Son statut de fils d'acteur alcoolique tombé dans l'oubli lui importe peu, ce qu'il désire, c'est passé le mieux possible cette année scolaire, et pour cela, mieux vaut ne pas la passé en solitaire.
Jordan arrive en cours d'année et noue très vite une amitié avec Peter. Il est l'antithèse de celui-ci : Jordan est petit, les lèvres bleus, handicapé par un cœur en mauvaise santé, mais il est distingué, soigne son allure, et à surtout un aplomb à toute épreuve. Alors que Peter n'a jamais connu sa mère, morte trop tôt, Jordan est arrivé à Gilford pour la fuir elle et une famille fortunée qui l'a toujours considéré comme le vilain petit canard.
"C'est sans doute cette inaptitude à participer à quelque activité ardue que ce soit qui lui a donné cet aplomb à toute épreuve. Rien ne le décontenançait ; peut-être serait-il plus exact de dire qu'il ne se laissait pas décontenancer par quoi que ce soit. Je l'ai rarement vu perdre son sang-froid ou tomber dans l'agitation. Mais il n'était pas pour autant du genre mollusque. Il était plein de curiosité, d’enthousiasme et d'énergie mais il canalisait le tout comme une soupape qui laisse sortir la vapeur petit à petit, sans que ça jaillisse en sursauts pétaradants".
Ces deux-là s'entendent, se comprennent, s'épaulent. Or, ce lien est très mal perçu par Mr Hoyt. C'est un homme psycho-rigide qui a fait de Peter son souffre douleur lui rappelant sans cesse ses origines et ce pourquoi il est là, l'obligeant même à jouer le monologue de Hamlet en public dans une tenue ridicule.
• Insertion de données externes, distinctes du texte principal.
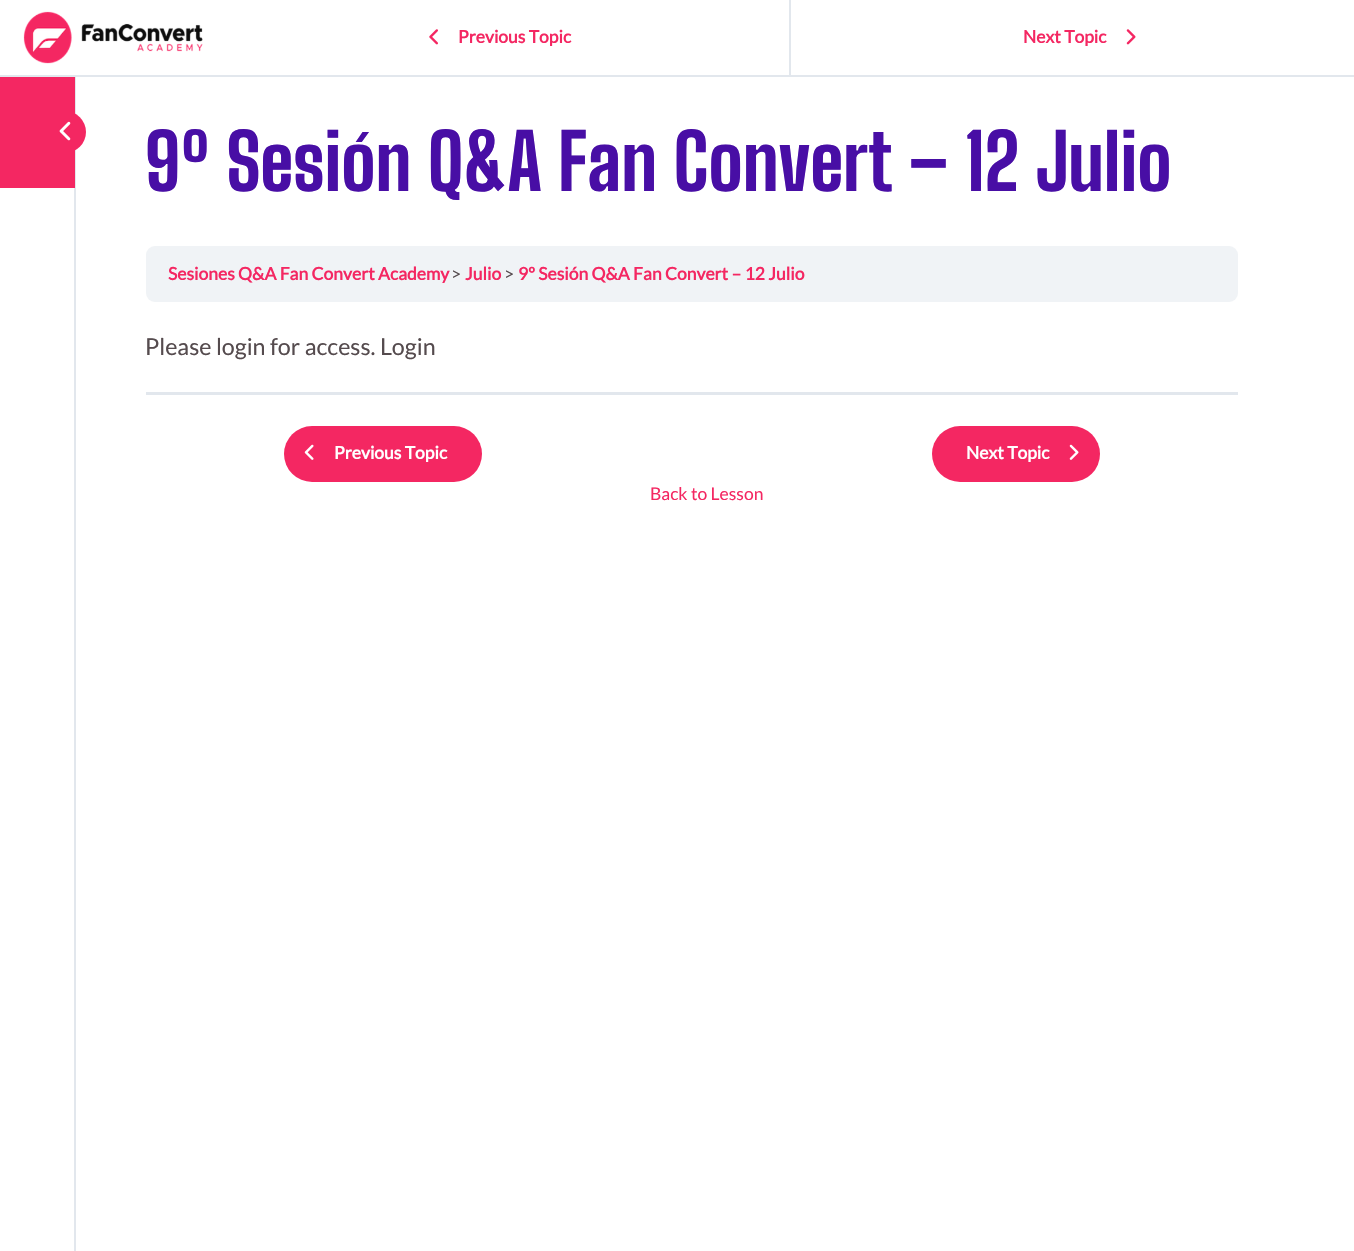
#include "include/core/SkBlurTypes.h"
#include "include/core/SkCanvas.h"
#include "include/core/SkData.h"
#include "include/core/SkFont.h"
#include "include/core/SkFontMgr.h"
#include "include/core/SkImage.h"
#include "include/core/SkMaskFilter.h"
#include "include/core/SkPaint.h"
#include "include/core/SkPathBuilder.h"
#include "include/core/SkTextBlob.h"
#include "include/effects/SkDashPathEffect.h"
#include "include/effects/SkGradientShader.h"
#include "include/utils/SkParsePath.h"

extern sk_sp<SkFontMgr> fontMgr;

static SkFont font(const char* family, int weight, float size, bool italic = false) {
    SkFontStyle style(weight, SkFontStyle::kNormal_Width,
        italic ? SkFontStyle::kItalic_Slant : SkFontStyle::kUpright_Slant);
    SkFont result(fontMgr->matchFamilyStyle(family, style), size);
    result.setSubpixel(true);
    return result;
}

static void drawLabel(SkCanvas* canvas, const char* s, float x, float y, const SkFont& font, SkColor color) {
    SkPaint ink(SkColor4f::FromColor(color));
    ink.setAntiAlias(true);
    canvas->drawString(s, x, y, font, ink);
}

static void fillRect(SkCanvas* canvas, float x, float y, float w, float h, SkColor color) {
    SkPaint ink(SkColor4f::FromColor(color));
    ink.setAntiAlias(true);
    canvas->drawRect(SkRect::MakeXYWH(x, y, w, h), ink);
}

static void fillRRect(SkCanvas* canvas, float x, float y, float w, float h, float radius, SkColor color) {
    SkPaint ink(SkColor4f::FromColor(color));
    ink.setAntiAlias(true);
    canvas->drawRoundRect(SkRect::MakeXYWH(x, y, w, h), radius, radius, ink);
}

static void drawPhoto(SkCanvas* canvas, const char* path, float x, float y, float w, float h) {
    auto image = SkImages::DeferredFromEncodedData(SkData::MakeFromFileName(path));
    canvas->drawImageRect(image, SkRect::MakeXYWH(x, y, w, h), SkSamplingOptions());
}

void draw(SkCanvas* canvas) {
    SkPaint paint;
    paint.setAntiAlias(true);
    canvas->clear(0xFFFFFFFF);
    fillRect(canvas, 74, 77, 2, 1174, 0xFFE2E7ED);
    fillRect(canvas, 0, 77, 75, 111, 0xFFF42762);
    paint.setColor(0xFFF42762);
    canvas->drawCircle(65, 132, 21, paint);
    drawPhoto(canvas, "assets/img1.png", 59, 121, 12, 20);
    fillRect(canvas, 0, 75, 1354, 2, 0xFFE2E7ED);
    drawPhoto(canvas, "assets/img2.png", 23, 11, 180, 53);
    fillRect(canvas, 789, 0, 2, 75, 0xFFE2E7ED);
    drawPhoto(canvas, "assets/img3.png", 429, 29, 9, 16);
    SkFont font1 = font("Lato", 700, 17.5f);
    drawLabel(canvas, "Previous Topic", 458, 43, font1, 0xFFF42762);
    drawLabel(canvas, "Next Topic", 1023, 43, font1, 0xFFF42762);
    drawPhoto(canvas, "assets/img4.png", 1126, 29, 10, 16);
    SkFont font2 = font("Big Shoulders Display", 800, 76.5f);
    drawLabel(canvas, "9º Sesión Q&A Fan Convert – 12 Julio", 145, 191, font2, 0xFF480EA5);
    fillRRect(canvas, 146, 246, 1092, 56, 9, 0xFFF0F3F6);
    drawLabel(canvas, "Sesiones Q&A Fan Convert Academy", 168, 280, font1, 0xFFF42762);
    SkFont font3 = font("Lato", 400, 17.5f);
    drawLabel(canvas, ">", 451, 280, font3, 0xFF554B4E);
    drawLabel(canvas, "Julio", 465, 280, font1, 0xFFF42762);
    drawLabel(canvas, ">", 504, 280, font3, 0xFF554B4E);
    drawLabel(canvas, "9º Sesión Q&A Fan Convert – 12 Julio", 518, 280, font1, 0xFFF42762);
    SkFont font4 = font("Lato", 400, 23.25f);
    drawLabel(canvas, "Please login for access. Login", 145, 355, font4, 0xFF554B4E);
    fillRect(canvas, 146, 392, 1092, 3, 0xFFE2E7ED);
    fillRRect(canvas, 284, 426, 198, 56, 28, 0xFFF42762);
    drawPhoto(canvas, "assets/img5.png", 304, 444, 10, 16);
    drawLabel(canvas, "Previous Topic", 334, 459, font1, 0xFFFFFFFF);
    fillRRect(canvas, 932, 426, 168, 56, 28, 0xFFF42762);
    drawLabel(canvas, "Next Topic", 966, 459, font1, 0xFFFFFFFF);
    drawPhoto(canvas, "assets/img6.png", 1069, 444, 10, 16);
    drawLabel(canvas, "Back to Lesson", 650, 500, font3, 0xFFF42762);
}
Mais depuis que Peter a permis à Gilford d'arriver second à un concours des internats, Mr Hoyt a développé une obsession inquiétante à l'encontre du jeune homme. Peter se sent de plus en plus mal à l'aise à ses côtés.
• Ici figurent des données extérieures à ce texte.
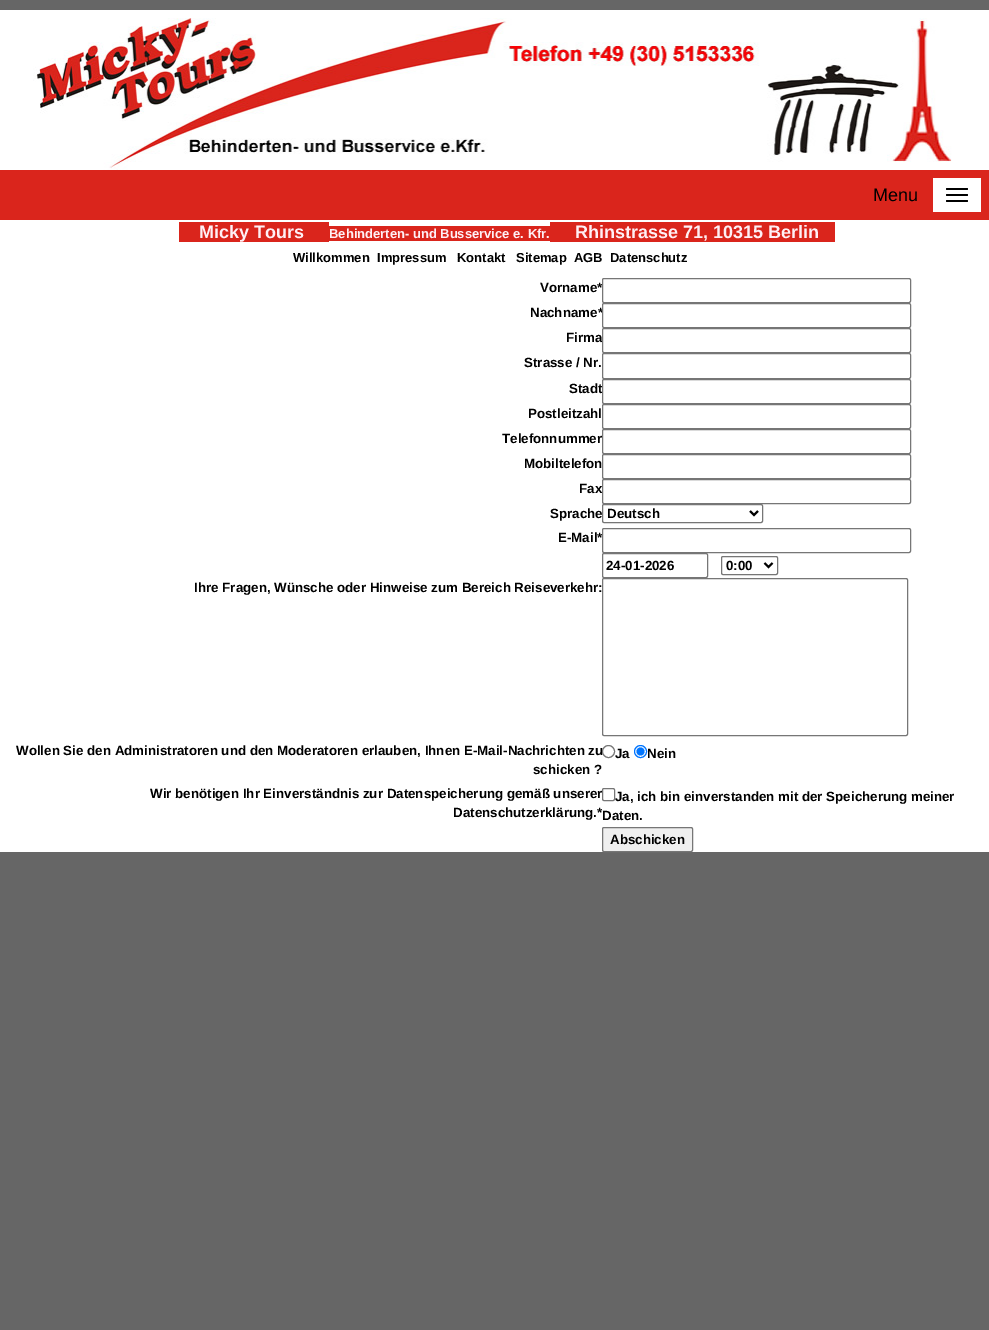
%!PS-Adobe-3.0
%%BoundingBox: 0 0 989 1330
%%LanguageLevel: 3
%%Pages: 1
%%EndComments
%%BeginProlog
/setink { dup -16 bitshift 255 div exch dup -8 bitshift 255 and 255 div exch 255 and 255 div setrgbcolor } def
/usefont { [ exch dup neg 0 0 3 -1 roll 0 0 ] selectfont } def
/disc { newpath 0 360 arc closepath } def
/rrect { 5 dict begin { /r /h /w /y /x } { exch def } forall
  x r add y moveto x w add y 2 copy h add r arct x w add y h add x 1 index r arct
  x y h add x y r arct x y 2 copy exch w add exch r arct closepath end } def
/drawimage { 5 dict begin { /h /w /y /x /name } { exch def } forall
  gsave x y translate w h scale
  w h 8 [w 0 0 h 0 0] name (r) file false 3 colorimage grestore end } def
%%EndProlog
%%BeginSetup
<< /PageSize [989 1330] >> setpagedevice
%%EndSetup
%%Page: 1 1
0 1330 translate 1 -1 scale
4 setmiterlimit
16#666666 setink
0 0 989 1330 rectfill
16#FFFFFF setink
0 10 989 842 rectfill
(img1.raw) 33 18 919 152 drawimage
16#DA251C setink
0 170 989 50 rectfill
/LiberationSans-Regular 18 usefont
16#000000 setink
873 201 moveto (Menu) show
16#FFFFFF setink
933 178 48 34 rectfill
16#000000 setink
946 188 22 2 1 rrect fill
946 194 22 2 1 rrect fill
946 200 22 2 1 rrect fill
16#DA251C setink
179 222 150 20 rectfill
/LiberationSans-Bold 18 usefont
16#FFF0F5 setink
199 238 moveto (Micky Tours) show
16#DA251C setink
329 226 221 15 rectfill
/LiberationSans-Bold 13 usefont
16#FFF0F5 setink
329 238 moveto (Behinderten- und Busservice e. Kfr.) show
16#DA251C setink
550 222 285 20 rectfill
/LiberationSans-Bold 18 usefont
16#FFF0F5 setink
575 238 moveto (Rhinstrasse 71, 10315 Berlin) show
/LiberationSans-Bold 13 usefont
16#000000 setink
[
    [(Willkommen) 293 262]
    [(Impressum) 377 262]
    [(Kontakt) 457 262]
    [(Sitemap) 516 262]
    [(AGB) 574 262]
    [(Datenschutz) 610 262]
] { aload pop moveto show } forall
/LiberationSans-Bold 13.35 usefont
540 292 moveto (Vorname*) show
16#FFFFFF setink
602.5 278.5 308 24 1.5 rrect gsave fill grestore
16#767676 setink
stroke
16#000000 setink
530 317 moveto (Nachname*) show
16#FFFFFF setink
602.5 303.5 308 24 1.5 rrect gsave fill grestore
16#767676 setink
stroke
16#000000 setink
566 342 moveto (Firma) show
16#FFFFFF setink
602.5 328.5 308 24 1.5 rrect gsave fill grestore
16#767676 setink
stroke
16#000000 setink
524 367 moveto (Strasse / Nr.) show
16#767676 setink
602.5 353.5 308 25 1.5 rrect stroke
16#000000 setink
569 393 moveto (Stadt) show
16#767676 setink
602.5 379.5 308 24 1.5 rrect stroke
16#000000 setink
528 418 moveto (Postleitzahl) show
16#767676 setink
602.5 404.5 308 24 1.5 rrect stroke
16#000000 setink
502 443 moveto (Telefonnummer) show
16#767676 setink
602.5 429.5 308 24 1.5 rrect stroke
16#000000 setink
524 468 moveto (Mobiltelefon) show
16#767676 setink
602.5 454.5 308 24 1.5 rrect stroke
16#000000 setink
579 493 moveto (Fax) show
16#767676 setink
602.5 479.5 308 24 1.5 rrect stroke
16#000000 setink
550 518 moveto (Sprache) show
16#767676 setink
602.5 504.5 160 18 1.5 rrect stroke
16#000000 setink
2 setlinewidth
750 511 moveto 754 515 lineto 758 511 lineto stroke
607 518 moveto (Deutsch) show
558 542 moveto (E-Mail*) show
16#FFFFFF setink
602.5 528.5 308 24 1.5 rrect gsave fill grestore
16#767676 setink
1 setlinewidth
stroke
602.5 553.5 105 24 1.5 rrect stroke
16#000000 setink
606 570 moveto (24-01-2026) show
16#767676 setink
721.5 556.5 56 18 1.5 rrect stroke
16#000000 setink
2 setlinewidth
764.5 563 moveto 768.5 567 lineto 772.5 563 lineto stroke
726 570 moveto (0:00) show
194 592 moveto (Ihre Fragen, Wünsche oder Hinweise zum Bereich Reiseverkehr:) show
16#767676 setink
1 setlinewidth
602.5 578.5 305 157 1.5 rrect stroke
16#000000 setink
16 755 moveto (Wollen Sie den Administratoren und den Moderatoren erlauben, Ihnen E-Mail-Nachrichten zu) show
533 774 moveto (schicken ?) show
16#767676 setink
608.5 751.5 6 disc stroke
16#000000 setink
615 758 moveto (Ja) show
16#0075FF setink
640.5 751.5 6 disc stroke
640.5 751.5 4 disc fill
16#000000 setink
[
    [(Nein) 647 758]
    [(Wir benötigen Ihr Einverständnis zur Datenspeicherung gemäß unserer) 150 798]
    [(Datenschutzerklärung.*) 453 817]
] { aload pop moveto show } forall
16#FFFFFF setink
602.5 788.5 12 12 1.5 rrect gsave fill grestore
16#767676 setink
stroke
16#000000 setink
615 801 moveto (Ja, ich bin einverstanden mit der Speicherung meiner) show
602 820 moveto (Daten.) show
16#EFEFEF setink
602.5 827.5 90 24 1.5 rrect gsave fill grestore
16#767676 setink
stroke
16#000000 setink
610 844 moveto (Abschicken) show
showpage
%%EOF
Avec Jordan, ils rient d'abord de cette situation, puis comprennent qu'elle peut dégénérer très rapidement. Hoyt s'est mis dans la tête que l'amitié fusionnelle entre les jeunes gens est une histoire d'amour...
"Maintenant que je vois les choses avec recul, je pense que c'est parce qu'on s'aimait tellement, lui et moi, qu'on n'a jamais fait de folie : notre relation était tellement belle qu'on n'avait surtout pas envie de tout gâcher. Je sais que ce n'est qu'une partie de la vérité, parce que Jordan avait aussi un goût bien plus prononcé pour le sexe opposé. Et moi, pareil".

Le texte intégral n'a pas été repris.